YDT Blog

In the YDT blog you'll find the latest news about the community, tutorials, helpful resources and much more! React to the news with the emotion stickers and have fun!
Bottom image

Ace Deep Learning in a Service-Based Organization

From: https://newsroom.cisco.com/feature-content?type=webcontent&articleId=1895218

Let us begin with a motivational quote:

Between now and 2030, it [Deep Learning] will create an estimated $13 trillion of GDP growth. — Andrew Ng

Present Scenario

Every tech titan; be it Alphabet, Facebook, Microsoft; sees Data Science as the key to ruling the market.

Jokes like “You are either working for Google or competing against it”, now, feel like nightmares.

With the tech titans open-sourcing their frequently updated research. So almost every other startup is able to build upon that to create their own Deep Learning solution.

These startups, due to their low burning rate, are able to offer Deep Learning solutions at much lower rates.

Note: Henceforth, I will be using Deep Learning and Data Science interchangeably.

Here are my 2 cents on how a Service-Based Organization (SBO) can compete and ace in this environment

MVP over POC

Most service-based companies suffer from a phobia of the word “Product”. So service-based companies develop POCs instead.

Let’s first understand what is what:

Product is an article or substance that is manufactured or refined for sale.

Proof of Concept (POC) is a miniature representation of the end-product, with a few working features, that aims of verifying that some concept has practical potential.

Minimum Viable Product (MVP) is a development technique in which a new product or website is developed with sufficient features to satisfy early adopters.

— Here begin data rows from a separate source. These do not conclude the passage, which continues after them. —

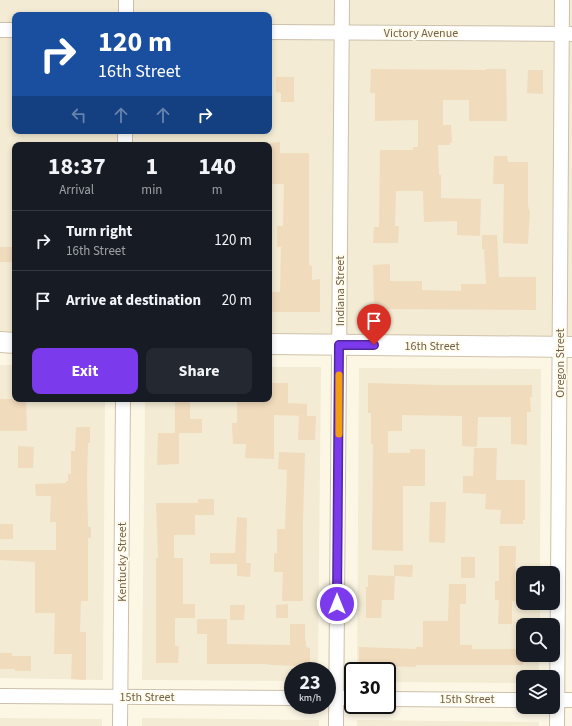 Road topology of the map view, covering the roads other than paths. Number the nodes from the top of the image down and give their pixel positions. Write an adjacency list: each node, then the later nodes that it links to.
1 (126, 0): 4 (street)
2 (342, 0): 8 (street, Indiana Street)
3 (562, 0): 9 (street, Oregon Street)
4 (126, 12)
5 (0, 30): 6 (street)
6 (12, 30)
7 (272, 32): 8 (street, Victory Avenue)
8 (342, 33): 9 (street, Victory Avenue); 13 (street, Indiana Street)
9 (567, 34): 14 (street, Oregon Street)
10 (0, 342): 11 (street)
11 (12, 342)
12 (272, 344): 13 (street, 16th Street)
13 (339, 345): 14 (street, 16th Street); 16 (street, Indiana Street)
14 (566, 347): 17 (street, Oregon Street)
15 (123, 402): 19 (street, Kentucky Street)
16 (333, 662)
17 (556, 670)
18 (0, 696): 19 (street, 15th Street)
19 (121, 696): 20 (street, 15th Street); 27 (street, Kentucky Street)
20 (284, 698)
21 (396, 699): 22 (street, 15th Street)
22 (516, 700)
23 (560, 700): 24 (street)
24 (572, 700)
25 (334, 714): 28 (street, Indiana Street)
26 (556, 714): 29 (street, Oregon Street)
27 (120, 726)
28 (336, 726)
29 (557, 726) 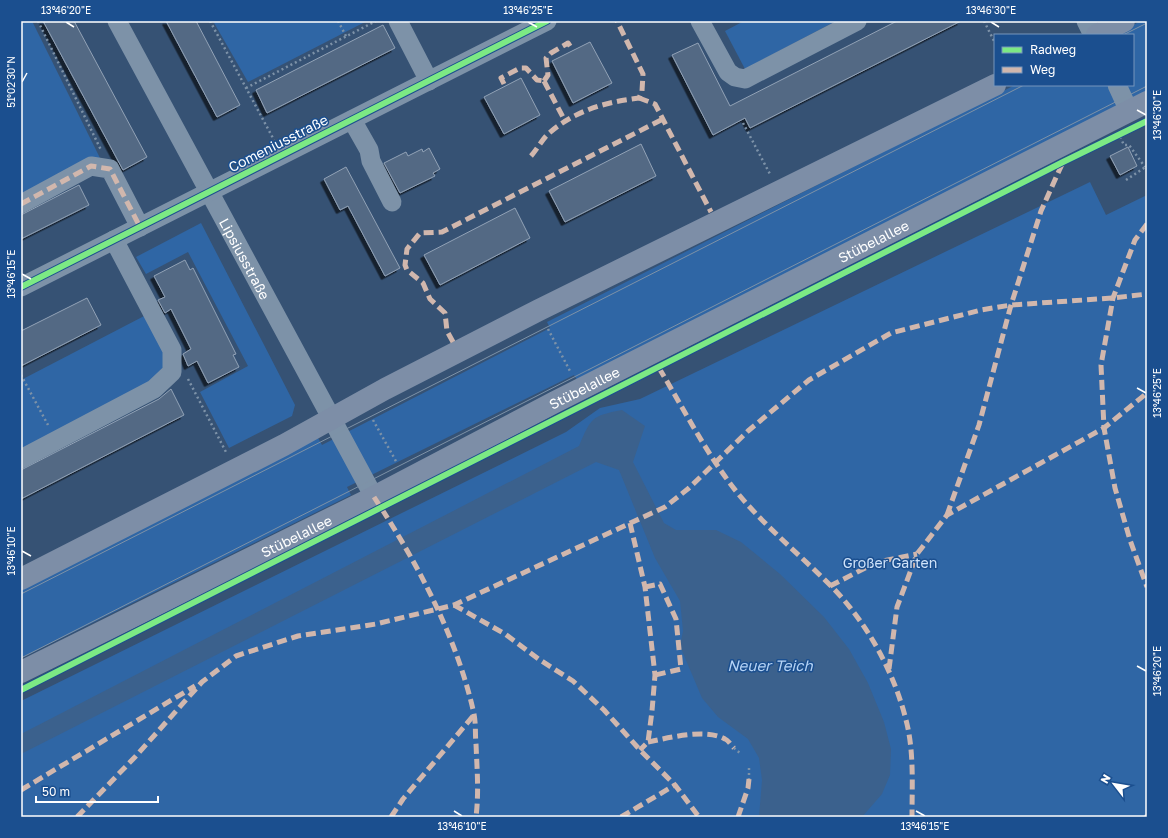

Not being a product-based company is no excuse to create half-baked solutions in the name of POCs.

Remember the bottom line is always to create what people want. While POCs focus over a few working features, MVP stresses over the fact that a few working features are useless unless they are satisfying the customer.

Often, predominantly in Deep Learning, the working of the solution has this cloud of uncertainty around its end-result. This makes the client nervous about investing in the proposed solution.

Repeatedly, you will encounter clients who already had a few bad experiences before they approached your organization. Showcasing them something they have a hard time wrapping their head around, especially when they are already frustrated, would frankly be stupid.

A controlled-demo or a command-line demo; doesn’t make the client any more comfortable with the work.

The client needs an intuitive and interactive interface; something he can play around with; to satisfy his curiosity and hence overcome the reluctance.

Data-Efficient Systems

Client requirements are mostly too specific to a niche domain. Hence the availability of a huge high-quality dataset is not available.

Client-based companies are usually working on multiple projects even under the same client. Their resources are much more distributed across different tasks and even expertise.


Depending upon the client for data, especially for POCs / POVs/MVPs, is a lost cause.

To circumvent this, companies initially show the demo upon a rather large but irrelevant (to client’s actual ask) dataset with magnificent results. This sets a disastrous precursor, leading to over-commitment but under-delivery.

Data-efficient systems which can produce somewhat satisfactory results over small datasets make way more sense as ‘small’ high-quality dataset is rather easy to find or even build.

Exact Client Requirements

Decentralized distribution of resources over multiple clients allows service-based companies to penetrate deep into the requirements of individual clients.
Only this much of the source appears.